▸ **What to produce**: The expected result is the full set of records, copied precisely, with images dropped.
==== Supplied data ====
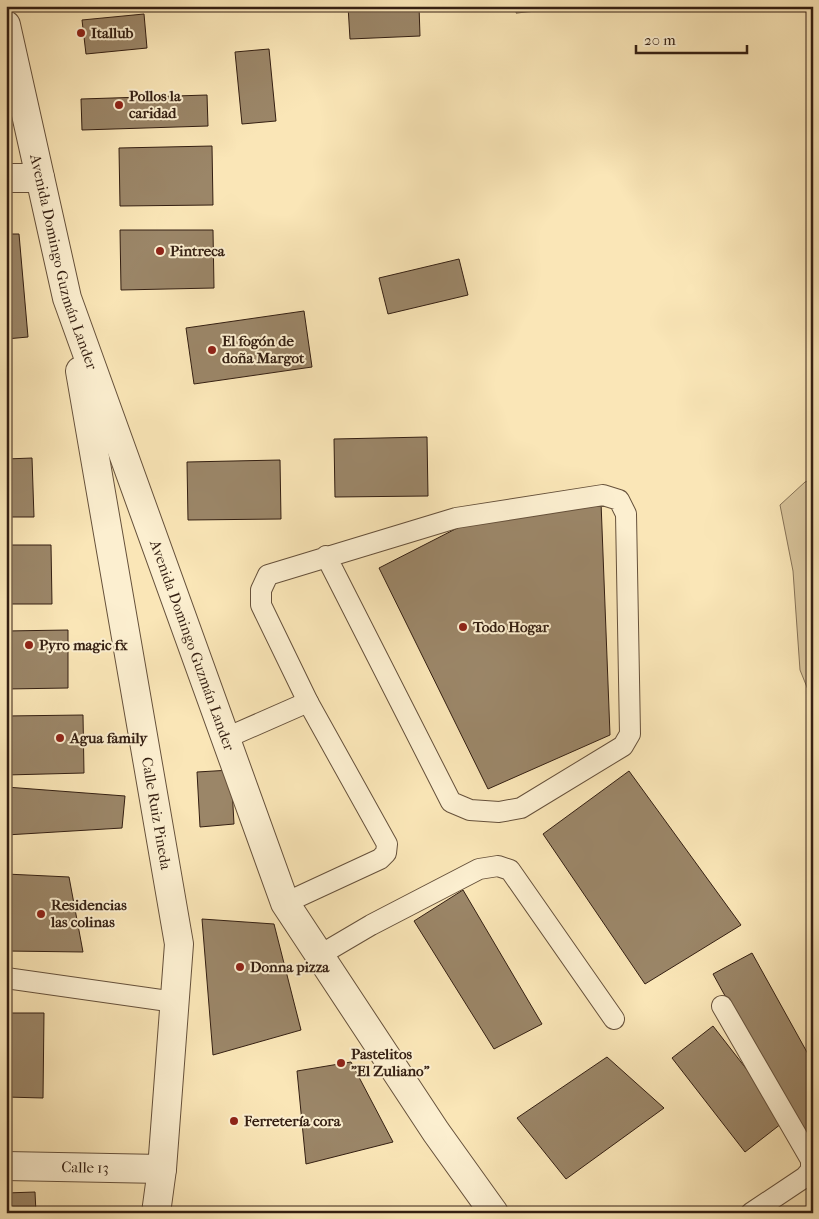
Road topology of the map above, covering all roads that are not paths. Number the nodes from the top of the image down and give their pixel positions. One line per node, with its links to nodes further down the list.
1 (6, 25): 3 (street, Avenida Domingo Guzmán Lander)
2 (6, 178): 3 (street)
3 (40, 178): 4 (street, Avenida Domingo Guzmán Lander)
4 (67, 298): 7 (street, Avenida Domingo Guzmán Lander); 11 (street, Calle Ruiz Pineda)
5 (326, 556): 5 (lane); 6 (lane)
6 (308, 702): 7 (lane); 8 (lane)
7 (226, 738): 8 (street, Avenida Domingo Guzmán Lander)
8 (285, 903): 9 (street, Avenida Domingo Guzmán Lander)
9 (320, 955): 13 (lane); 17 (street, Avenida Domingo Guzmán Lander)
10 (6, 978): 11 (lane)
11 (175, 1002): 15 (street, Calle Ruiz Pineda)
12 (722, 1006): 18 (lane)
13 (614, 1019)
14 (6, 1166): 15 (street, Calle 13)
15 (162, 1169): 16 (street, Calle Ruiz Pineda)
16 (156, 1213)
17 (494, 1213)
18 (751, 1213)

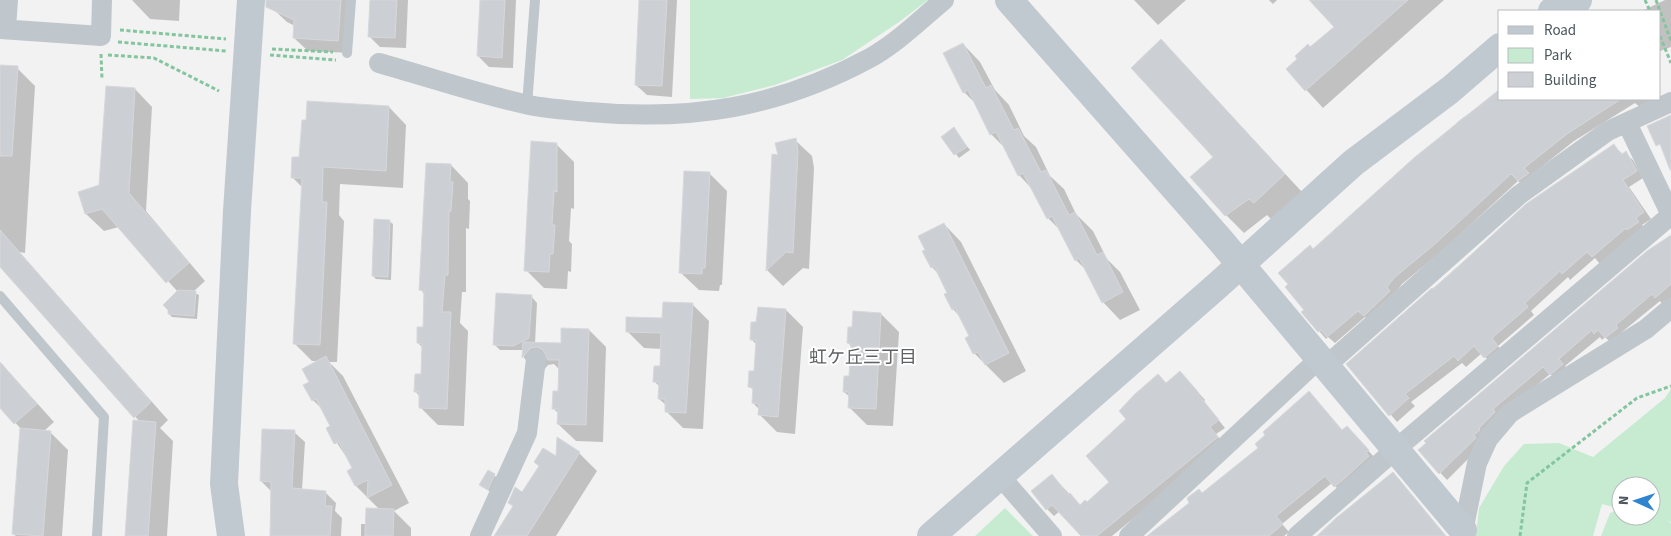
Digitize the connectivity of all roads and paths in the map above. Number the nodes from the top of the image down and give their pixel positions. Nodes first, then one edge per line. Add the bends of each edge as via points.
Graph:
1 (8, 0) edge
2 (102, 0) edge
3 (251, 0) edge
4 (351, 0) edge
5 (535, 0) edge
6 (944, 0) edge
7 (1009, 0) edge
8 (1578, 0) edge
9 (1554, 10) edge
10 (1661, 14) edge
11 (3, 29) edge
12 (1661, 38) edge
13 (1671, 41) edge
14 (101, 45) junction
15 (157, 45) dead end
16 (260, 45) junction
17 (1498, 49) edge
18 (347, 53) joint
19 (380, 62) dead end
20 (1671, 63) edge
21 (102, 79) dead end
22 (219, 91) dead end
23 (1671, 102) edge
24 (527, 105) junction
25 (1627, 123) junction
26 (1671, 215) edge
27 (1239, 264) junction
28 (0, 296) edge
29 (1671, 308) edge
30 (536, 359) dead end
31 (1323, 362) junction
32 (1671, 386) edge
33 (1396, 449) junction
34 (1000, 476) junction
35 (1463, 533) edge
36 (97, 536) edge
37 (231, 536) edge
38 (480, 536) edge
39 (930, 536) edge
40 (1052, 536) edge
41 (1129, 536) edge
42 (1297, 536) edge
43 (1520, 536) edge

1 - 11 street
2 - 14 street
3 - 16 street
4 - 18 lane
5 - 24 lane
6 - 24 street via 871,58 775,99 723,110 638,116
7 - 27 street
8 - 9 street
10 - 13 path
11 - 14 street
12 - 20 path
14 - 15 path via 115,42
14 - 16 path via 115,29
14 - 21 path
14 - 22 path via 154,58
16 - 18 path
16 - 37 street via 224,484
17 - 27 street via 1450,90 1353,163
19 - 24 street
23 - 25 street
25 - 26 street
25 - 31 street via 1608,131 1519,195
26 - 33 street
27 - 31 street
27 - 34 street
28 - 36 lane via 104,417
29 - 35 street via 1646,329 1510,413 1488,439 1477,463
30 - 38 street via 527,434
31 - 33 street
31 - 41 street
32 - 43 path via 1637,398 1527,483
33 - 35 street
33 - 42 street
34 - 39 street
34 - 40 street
====
▸ **Solved problem**:
Road topology of the map above, covering all roads that are not paths. Number the nodes from the top of the image down and give their pixel positions. One line per node, with its links to nodes further down the list.
1 (6, 25): 3 (street, Avenida Domingo Guzmán Lander)
2 (6, 178): 3 (street)
3 (40, 178): 4 (street, Avenida Domingo Guzmán Lander)
4 (67, 298): 7 (street, Avenida Domingo Guzmán Lander); 11 (street, Calle Ruiz Pineda)
5 (326, 556): 5 (lane); 6 (lane)
6 (308, 702): 7 (lane); 8 (lane)
7 (226, 738): 8 (street, Avenida Domingo Guzmán Lander)
8 (285, 903): 9 (street, Avenida Domingo Guzmán Lander)
9 (320, 955): 13 (lane); 17 (street, Avenida Domingo Guzmán Lander)
10 (6, 978): 11 (lane)
11 (175, 1002): 15 (street, Calle Ruiz Pineda)
12 (722, 1006): 18 (lane)
13 (614, 1019)
14 (6, 1166): 15 (street, Calle 13)
15 (162, 1169): 16 (street, Calle Ruiz Pineda)
16 (156, 1213)
17 (494, 1213)
18 (751, 1213)

Digitize the connectivity of all roads and paths in the map above. Number the nodes from the top of the image down and give their pixel positions. Nodes first, then one edge per line. Add the bends of each edge as via points.
Graph:
1 (8, 0) edge
2 (102, 0) edge
3 (251, 0) edge
4 (351, 0) edge
5 (535, 0) edge
6 (944, 0) edge
7 (1009, 0) edge
8 (1578, 0) edge
9 (1554, 10) edge
10 (1661, 14) edge
11 (3, 29) edge
12 (1661, 38) edge
13 (1671, 41) edge
14 (101, 45) junction
15 (157, 45) dead end
16 (260, 45) junction
17 (1498, 49) edge
18 (347, 53) joint
19 (380, 62) dead end
20 (1671, 63) edge
21 (102, 79) dead end
22 (219, 91) dead end
23 (1671, 102) edge
24 (527, 105) junction
25 (1627, 123) junction
26 (1671, 215) edge
27 (1239, 264) junction
28 (0, 296) edge
29 (1671, 308) edge
30 (536, 359) dead end
31 (1323, 362) junction
32 (1671, 386) edge
33 (1396, 449) junction
34 (1000, 476) junction
35 (1463, 533) edge
36 (97, 536) edge
37 (231, 536) edge
38 (480, 536) edge
39 (930, 536) edge
40 (1052, 536) edge
41 (1129, 536) edge
42 (1297, 536) edge
43 (1520, 536) edge

1 - 11 street
2 - 14 street
3 - 16 street
4 - 18 lane
5 - 24 lane
6 - 24 street via 871,58 775,99 723,110 638,116
7 - 27 street
8 - 9 street
10 - 13 path
11 - 14 street
12 - 20 path
14 - 15 path via 115,42
14 - 16 path via 115,29
14 - 21 path
14 - 22 path via 154,58
16 - 18 path
16 - 37 street via 224,484
17 - 27 street via 1450,90 1353,163
19 - 24 street
23 - 25 street
25 - 26 street
25 - 31 street via 1608,131 1519,195
26 - 33 street
27 - 31 street
27 - 34 street
28 - 36 lane via 104,417
29 - 35 street via 1646,329 1510,413 1488,439 1477,463
30 - 38 street via 527,434
31 - 33 street
31 - 41 street
32 - 43 path via 1637,398 1527,483
33 - 35 street
33 - 42 street
34 - 39 street
34 - 40 street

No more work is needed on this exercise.